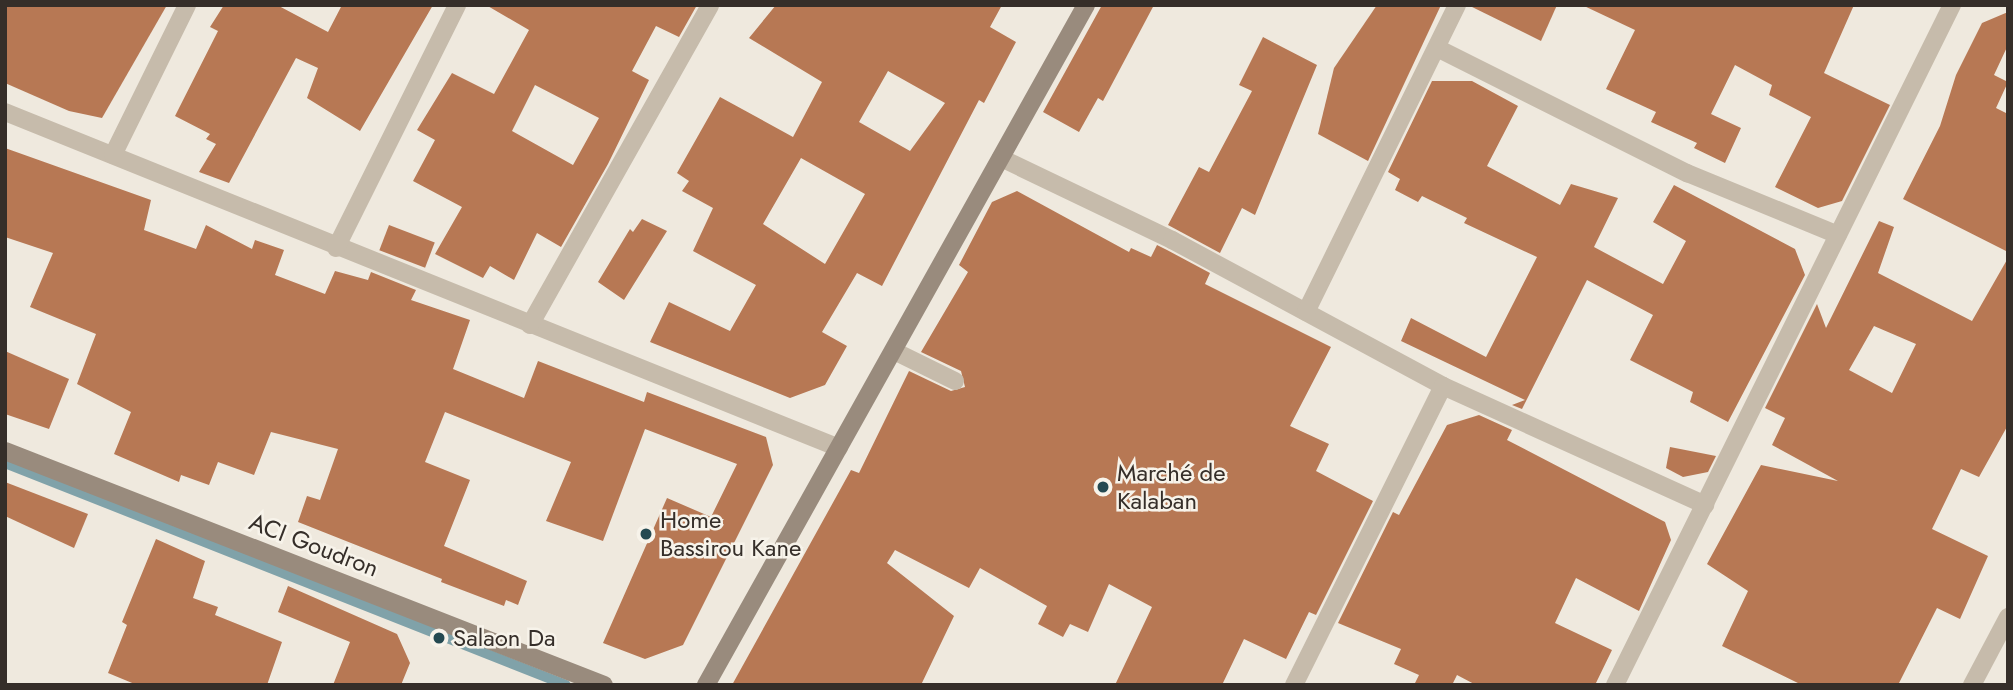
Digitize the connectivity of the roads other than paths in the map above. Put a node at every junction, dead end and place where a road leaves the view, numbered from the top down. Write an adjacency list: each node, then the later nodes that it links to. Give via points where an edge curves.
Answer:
1 (187, 5): 9 (street)
2 (457, 5): 12 (street)
3 (710, 5): 14 (street)
4 (1086, 5): 10 (street)
5 (1457, 5): 7 (street)
6 (1952, 5): 11 (street)
7 (1437, 48): 11 (street, via 1687,173); 13 (street)
8 (5, 112): 9 (street)
9 (113, 155): 12 (street)
10 (1001, 158): 13 (street, via 1172,240); 15 (street)
11 (1838, 235): 20 (street)
12 (336, 248): 14 (street)
13 (1306, 313): 17 (street)
14 (530, 325): 18 (street)
15 (894, 351): 16 (street); 18 (street)
16 (956, 381)
17 (1443, 386): 20 (street); 24 (street)
18 (839, 448): 23 (street)
19 (5, 451): 22 (street, ACI Goudron)
20 (1705, 505): 25 (street)
21 (2008, 617): 26 (street)
22 (604, 685)
23 (706, 685)
24 (1294, 685)
25 (1615, 685)
26 (1972, 685)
═══
For this exercise, return the data above exactly and leave every picture out.

Reply:
Digitize the connectivity of the roads other than paths in the map above. Put a node at every junction, dead end and place where a road leaves the view, numbered from the top down. Write an adjacency list: each node, then the later nodes that it links to. Give via points where an edge curves.
Answer:
1 (187, 5): 9 (street)
2 (457, 5): 12 (street)
3 (710, 5): 14 (street)
4 (1086, 5): 10 (street)
5 (1457, 5): 7 (street)
6 (1952, 5): 11 (street)
7 (1437, 48): 11 (street, via 1687,173); 13 (street)
8 (5, 112): 9 (street)
9 (113, 155): 12 (street)
10 (1001, 158): 13 (street, via 1172,240); 15 (street)
11 (1838, 235): 20 (street)
12 (336, 248): 14 (street)
13 (1306, 313): 17 (street)
14 (530, 325): 18 (street)
15 (894, 351): 16 (street); 18 (street)
16 (956, 381)
17 (1443, 386): 20 (street); 24 (street)
18 (839, 448): 23 (street)
19 (5, 451): 22 (street, ACI Goudron)
20 (1705, 505): 25 (street)
21 (2008, 617): 26 (street)
22 (604, 685)
23 (706, 685)
24 (1294, 685)
25 (1615, 685)
26 (1972, 685)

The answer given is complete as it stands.